Kenya under close watch over money laundering
Steve Umidha @UmidhaSteve
Kenya is primed to be on the watch list of notorious countries helping individuals hide money from the rule of law as the EU Commission commences legal actions against Luxembourg over laws to prevent money laundering and tax avoidance.
Undercover reports found East Africa’s largest economy was assisting well-placed personalities to siphon public funds and moving them to offshore countries like Mauritius and Luxembourg with the help of western consulting firms.
In its new rules, EU said Thursday that it had stepped up scrutiny of financial assets controlled by politicians and company owners in an effort to clamp down on money laundering.
“The criminal investment of proceeds and trade in illicit commodities is interlinked with tax avoidance and money laundering. Luxembourg has not yet fully applied to these new rules,” reads a statement from the EU Commission, which was first reported by Reuters.
EU legal actions were approved in May 2018 and could now lead to fines if member states do not apply common legislation. Kenya is a member country.
In March last year, the Tax Justice Network (TJN), said that Kenya’s financial sector was highly secretive– a damning report that mirrored that conducted by the World Bank (WB).
“Kenya’s financial sector is highly secretive,” said the Financial Secrecy Index by the organisation, in which Kenya scored 76 out of 100 in terms of financial secrecy.
The WB survey showed that aid payments meant for the neediest countries appeared to trigger money flows to offshore bank accounts, suggesting funds were being tapped off from the nations they are meant to help and instead directed to tax havens such as Switzerland, Luxembourg, Cayman Islands and Singapore.

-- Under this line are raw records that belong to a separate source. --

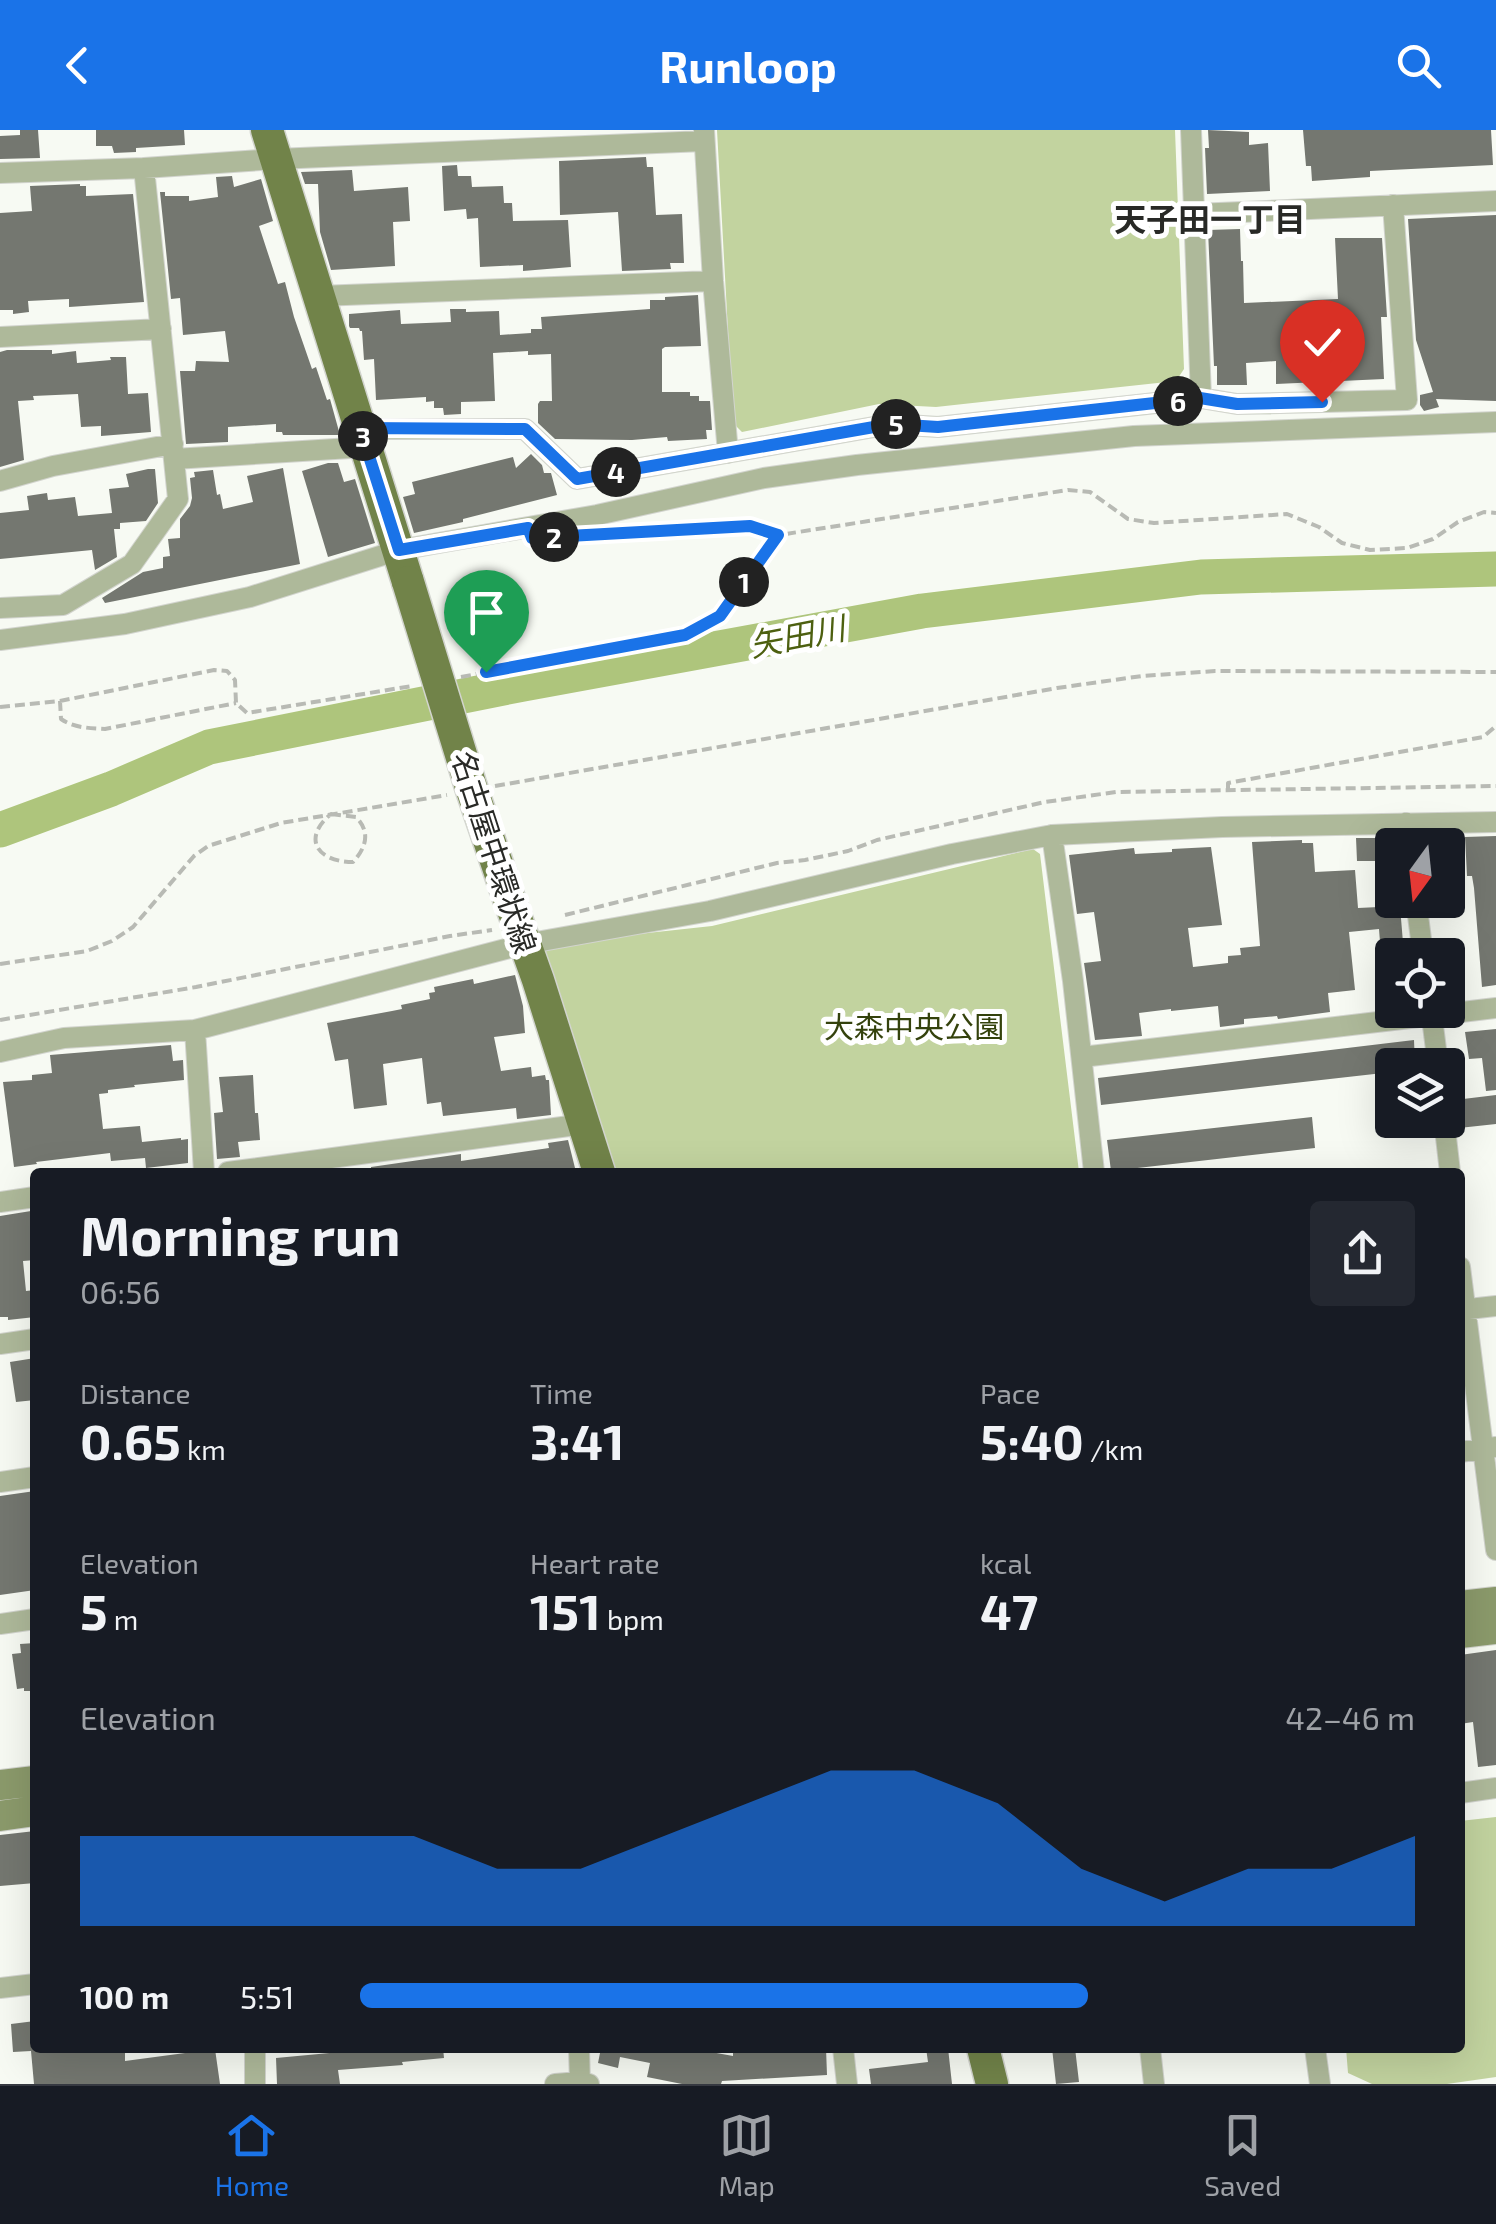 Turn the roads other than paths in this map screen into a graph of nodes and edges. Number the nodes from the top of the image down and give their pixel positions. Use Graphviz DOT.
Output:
graph roads {
  1 [pos="1191,130"];
  2 [pos="704,135"];
  3 [pos="272,144"];
  4 [pos="144,168"];
  5 [pos="0,173"];
  6 [pos="1496,201"];
  7 [pos="1393,205"];
  8 [pos="1196,214"];
  9 [pos="712,281"];
  10 [pos="319,296"];
  11 [pos="161,329"];
  12 [pos="0,336"];
  13 [pos="1200,398"];
  14 [pos="1496,422"];
  15 [pos="364,438"];
  16 [pos="174,452"];
  17 [pos="728,452"];
  18 [pos="0,481"];
  19 [pos="403,566"];
  20 [pos="0,608"];
  21 [pos="0,640"];
  22 [pos="1496,822"];
  23 [pos="1406,823"];
  24 [pos="1406,828"];
  25 [pos="1052,835"];
  26 [pos="521,935"];
  27 [pos="1496,1008"];
  28 [pos="1465,1010"];
  29 [pos="1375,1020"];
  30 [pos="194,1030"];
  31 [pos="0,1052"];
  32 [pos="1082,1057"];
  33 [pos="584,1124"];
  34 [pos="1446,1138"];
  35 [pos="204,1168"];
  36 [pos="258,1168"];
  37 [pos="598,1168"];
  38 [pos="1094,1168"];
  39 [pos="1450,1168"];
  40 [pos="30,1199"];
  41 [pos="0,1202"];
  42 [pos="1496,1306"];
  43 [pos="1465,1310"];
  44 [pos="1465,1325"];
  45 [pos="30,1340"];
  46 [pos="0,1344"];
  47 [pos="1489,1448"];
  48 [pos="30,1479"];
  49 [pos="0,1482"];
  50 [pos="1496,1550"];
  51 [pos="1496,1602"];
  52 [pos="1465,1605"];
  53 [pos="30,1621"];
  54 [pos="0,1624"];
  55 [pos="1496,1629"];
  56 [pos="1465,1633"];
  57 [pos="30,1782"];
  58 [pos="0,1785"];
  59 [pos="1496,1788"];
  60 [pos="1465,1792"];
  61 [pos="30,1812"];
  62 [pos="0,1816"];
  63 [pos="30,1985"];
  64 [pos="0,1988"];
  65 [pos="255,2053"];
  66 [pos="580,2053"];
  67 [pos="844,2053"];
  68 [pos="984,2053"];
  69 [pos="1151,2053"];
  70 [pos="1316,2053"];
  71 [pos="583,2083"];
  72 [pos="256,2084"];
  73 [pos="555,2084"];
  74 [pos="847,2084"];
  75 [pos="992,2084"];
  76 [pos="1154,2084"];
  77 [pos="1320,2084"];
  1 -- 8 [label="street"];
  2 -- 3 [label="street"];
  2 -- 9 [label="street"];
  3 -- 4 [label="street"];
  3 -- 10 [label="main road, 名古屋中環状線"];
  4 -- 5 [label="street"];
  4 -- 11 [label="street"];
  6 -- 7 [label="street"];
  7 -- 8 [label="street"];
  7 -- 13 [label="street"];
  8 -- 13 [label="street"];
  9 -- 10 [label="street"];
  9 -- 17 [label="street"];
  10 -- 15 [label="main road, 名古屋中環状線"];
  11 -- 12 [label="street"];
  11 -- 16 [label="street"];
  13 -- 17 [label="street"];
  14 -- 19 [label="street"];
  15 -- 16 [label="street"];
  15 -- 17 [label="street"];
  15 -- 19 [label="main road, 名古屋中環状線"];
  16 -- 18 [label="street"];
  16 -- 20 [label="street"];
  19 -- 21 [label="street"];
  19 -- 26 [label="main road, 名古屋中環状線, bridge"];
  22 -- 23 [label="street"];
  23 -- 24 [label="street"];
  23 -- 25 [label="street"];
  25 -- 26 [label="street"];
  25 -- 32 [label="street"];
  26 -- 30 [label="street"];
  26 -- 33 [label="main road, 名古屋中環状線"];
  27 -- 28 [label="street"];
  29 -- 32 [label="street"];
  30 -- 31 [label="street"];
  30 -- 35 [label="street"];
  32 -- 38 [label="street"];
  33 -- 36 [label="street"];
  33 -- 37 [label="main road, 名古屋中環状線"];
  34 -- 39 [label="street"];
  40 -- 41 [label="street"];
  42 -- 43 [label="street"];
  44 -- 47 [label="street"];
  45 -- 46 [label="street"];
  47 -- 50 [label="street"];
  48 -- 49 [label="street"];
  51 -- 52 [label="street"];
  53 -- 54 [label="street"];
  55 -- 56 [label="street"];
  57 -- 58 [label="street"];
  59 -- 60 [label="street"];
  61 -- 62 [label="street"];
  63 -- 64 [label="street"];
  65 -- 72 [label="street"];
  66 -- 71 [label="street"];
  67 -- 74 [label="street"];
  68 -- 75 [label="main road"];
  69 -- 76 [label="street"];
  70 -- 77 [label="street"];
  71 -- 73 [label="street"];
}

Ironically, the global financial power last week approved a Sh107 billion loan for Kenya to support its budget, even as it expects the country’s growth to fall to 1.5 per cent this year from 5.4 per cent last year due to Coronavirus.
The new EU rules are now expected to closely study financial flows in and out of the country particularly into Luxembourg, which hosts as much foreign direct investment (FDI) as the US and much more than China.
Another safe haven for Kenya’s elite is Mauritius – a target for EU, as it prepares to sanction the tiny tax haven over money laundering and terror financing.
Indeed, in 2016, the Panama Papers implicated several Kenyans hiding their wealth in offshore jurisdictions notably in Mauritius, with a number of well-connected politicians identified.
In 2019, the Mauritius leaks revealed that DAC Aviation International, a UN Contractor, had been engaging in tax avoidance, leading to the revenue authority raising an audit.
Despite efforts by activists to have the Kenya-Mauritius double taxation agreement suspended, the executive arm of government opted to sign another agreement.
The Kenyan government in March 2019 lost its attempt to keep a tax agreement it signed with Mauritius nearly eight years ago after a High Court ruling by Justice Weldon Korir declared void and unconstitutional the Double Tax Avoidance Agreement (DTAA) the two countries signed in May 2012, which brought to an end a five-year old suit whose petitioner maintained its consequences were dire on the ordinary mwananchi.
“The government failed or neglected to subject the Kenya-Mauritius DTAA to the due ratification process in line with the Treaty Making and Ratification Act 2012 as a contravention of Articles 10 (a), (c) and (d) and 201 of the Constitution of Kenya,” read the ruling in part.